Les femmes sud-coréennes adoptent le nouvel idéal de beauté : “Les muscles sont plus cool”

Les femmes sud-coréennes n’ont pas la beauté idéale PHOTO prise par Bodylog

Un nombre croissant de jeunes femmes en Corée du Sud acceptent un nouvel idéal de beauté, c’est-à-dire un corps mince, sain et même “musclé” au détriment d’un corps fragile et faible, écrit The Guardian.

Le concept de “beauté saine” ou “geongangmi” inclut également le teint – bronzé, au lieu de blanc et pâle.

Bien que l’idéal de beauté des femmes en Corée du Sud, fragiles et aussi blanches que possible, soit encore fort, le phénomène “geongangmi” qui a commencé à apparaître depuis deux ou trois ans, selon Euromonitor, attire de plus en plus de femmes. . des jeunes femmes de la génération Z (nées après 1996), mais aussi des millennials.

Le nouvel idéal de beauté est un corps aux muscles sculptés, sportif et bronzé.

« Je pense que c’est cool d’avoir des muscles. Je ne veux pas être faible, mais plus grand et plus fort. Il y a des standards sociaux, mais en ce qui me concerne, le meilleur standard est d’être content de moi”, déclare Yoo Wonhee, un jeune homme de 26 ans qui a toujours voulu avoir une constitution plus forte, pas seulement un corps mince. Elle explique qu’autrefois, les femmes sud-coréennes s’affamaient pour prendre du poids, un chiffre qui les satisfaisait.

“Si le bronzage blanc (amélioration de la peau par infrarouge) était populaire dans le passé, aujourd’hui, beaucoup de gens veulent des tons de peau plus foncés parce que de nombreuses célébrités ont bronzé”, explique Yoo.

Koo Hyun-kyung, 29 ans, entraîneuse personnelle dans sa propre salle de sport pour femmes, Timber, explique que pour nombre de ses clientes, se débarrasser des kilos superflus n’est pas tant une priorité que d’améliorer leur qualité de vie.

“Il y a une recherche d’excellence lorsque vous souhaitez acquérir une nouvelle compétence ou avoir un nouveau passe-temps, dans ce cas l’exercice. “Vous ne pouvez pas réussir votre entraînement physique et rester pâle et mince, alors ils ont tendance à changer leurs normes de beauté pour correspondre à leurs objectifs”, déclare Koo Hyun-kyung, admettant que le nombre de ses clients a considérablement augmenté au cours des trois dernières années. ans.

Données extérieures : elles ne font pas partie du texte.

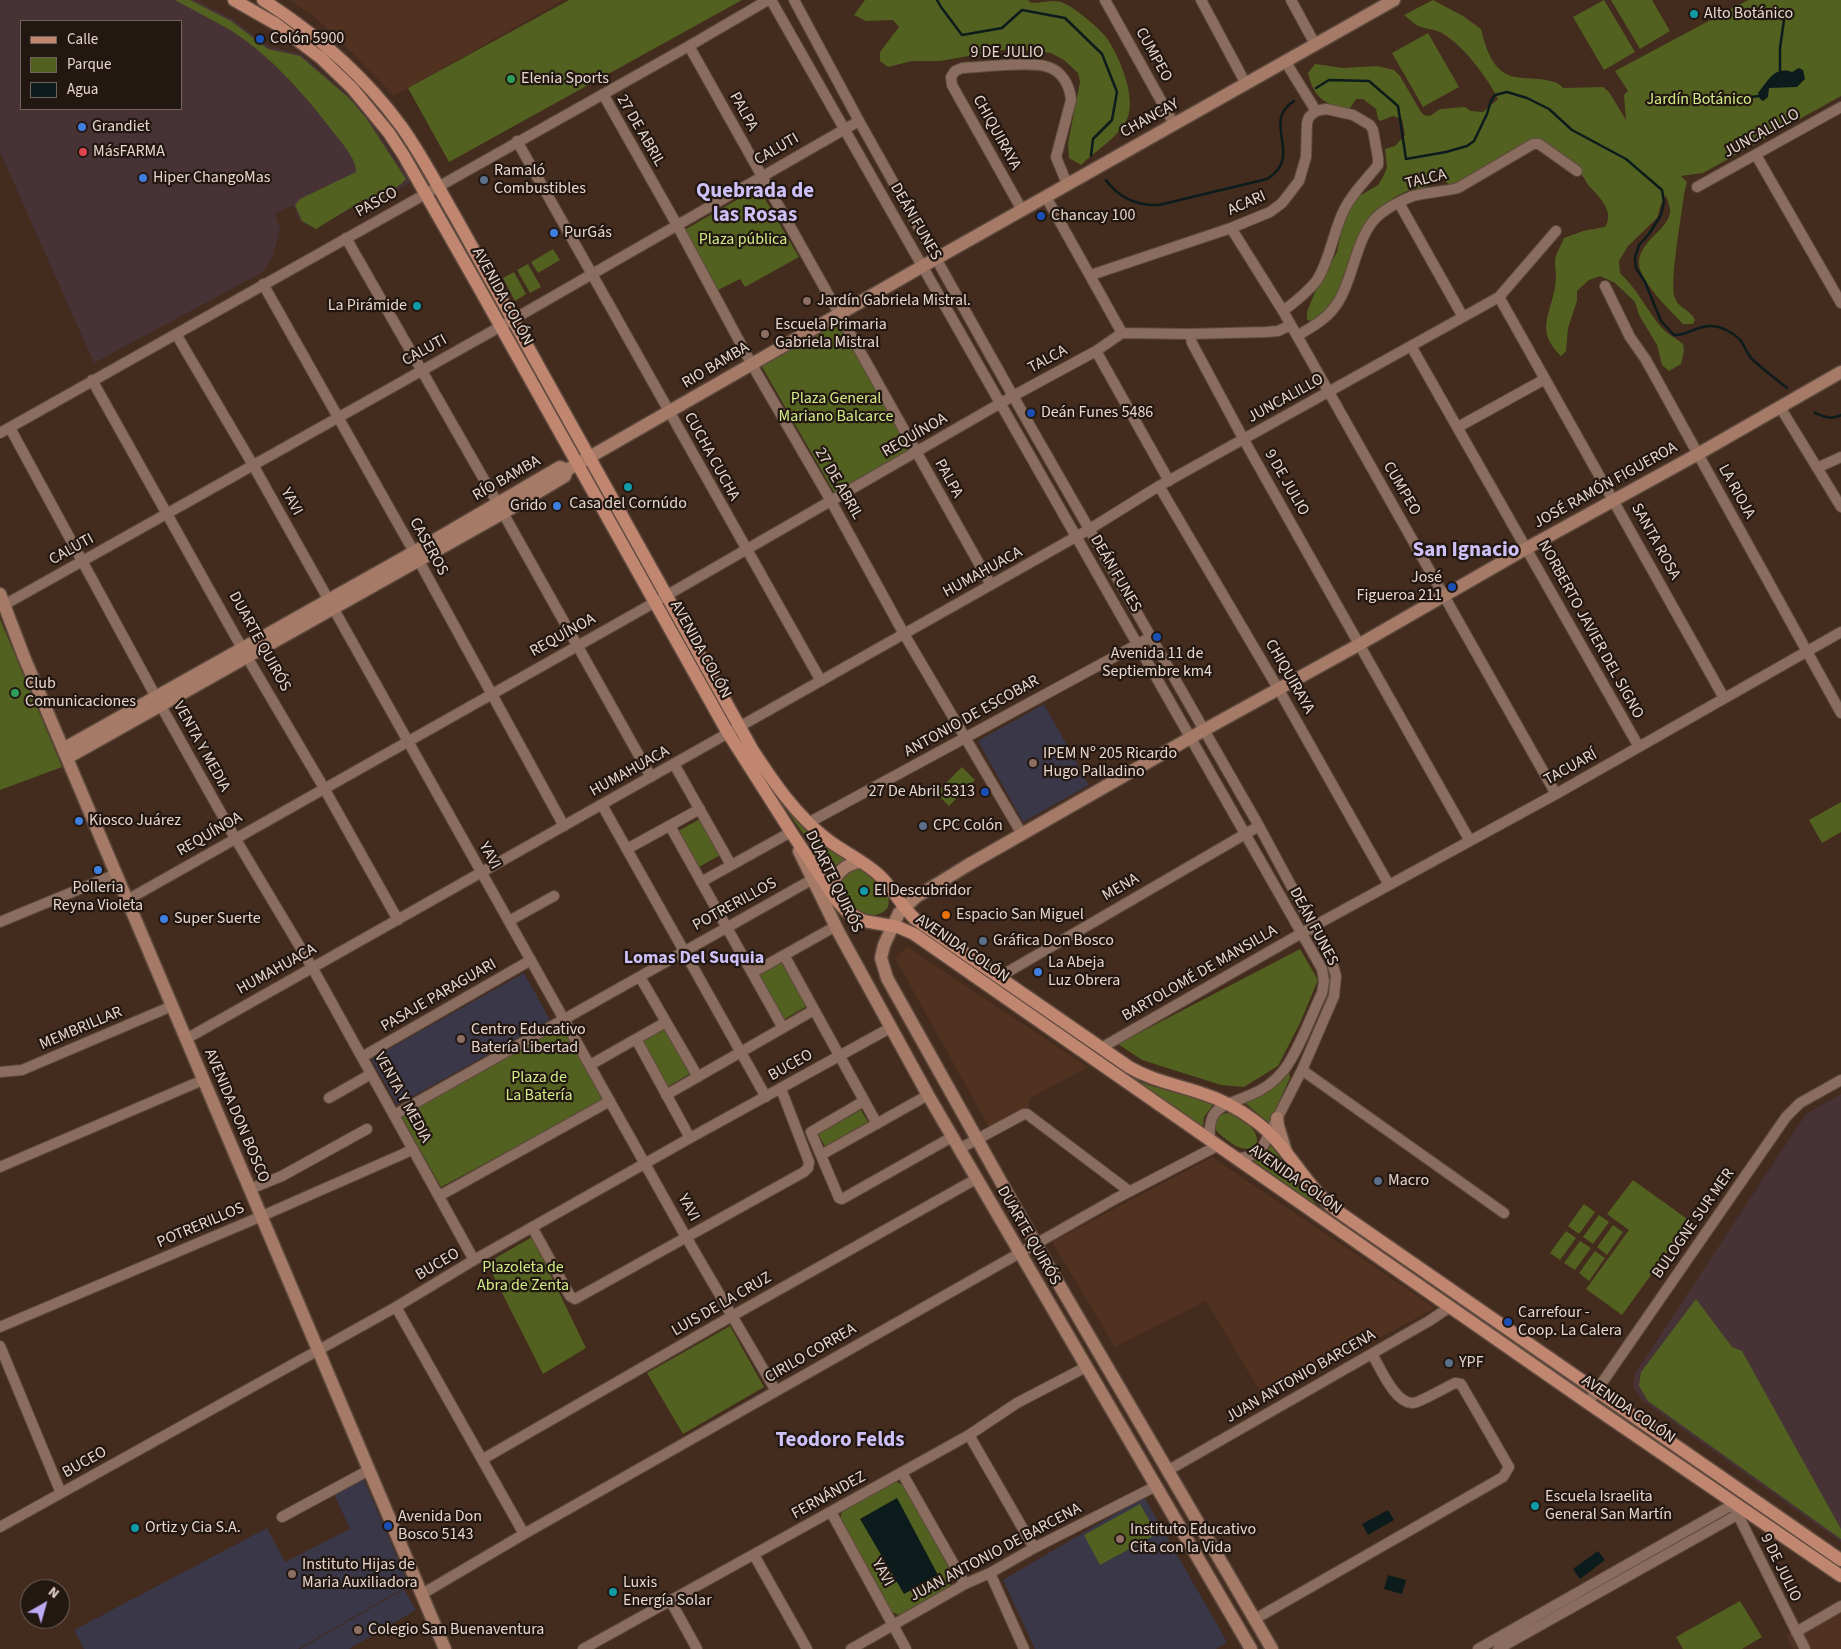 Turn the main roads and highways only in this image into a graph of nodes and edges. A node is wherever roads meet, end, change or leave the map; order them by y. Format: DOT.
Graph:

Elle a expliqué que la priorité des femmes est d’avoir un “corps qui fonctionne efficacement”, même si elles veulent être attirantes pour les hommes.

Une autre caractéristique du look geongangmi est la photographie de profil corporel – après que les gens s’efforcent de se rapprocher le plus possible de ce qu’ils veulent.

Le «défi du profil corporel» a pris de l’ampleur au cours des deux dernières années et consiste à réserver des séances de photos professionnelles des mois avant l’effort de sculpture corporelle – et les photos sont en sous-vêtements. Ces formations sont devenues un symbole de statut pour les jeunes, une façon de démontrer leurs réalisations en matière de modelage corporel.

De nouvelles attentes

Malgré la popularité croissante du look geongangmi, l’idéal de beauté “pâle et mince” prévaut toujours chez les femmes sud-coréennes.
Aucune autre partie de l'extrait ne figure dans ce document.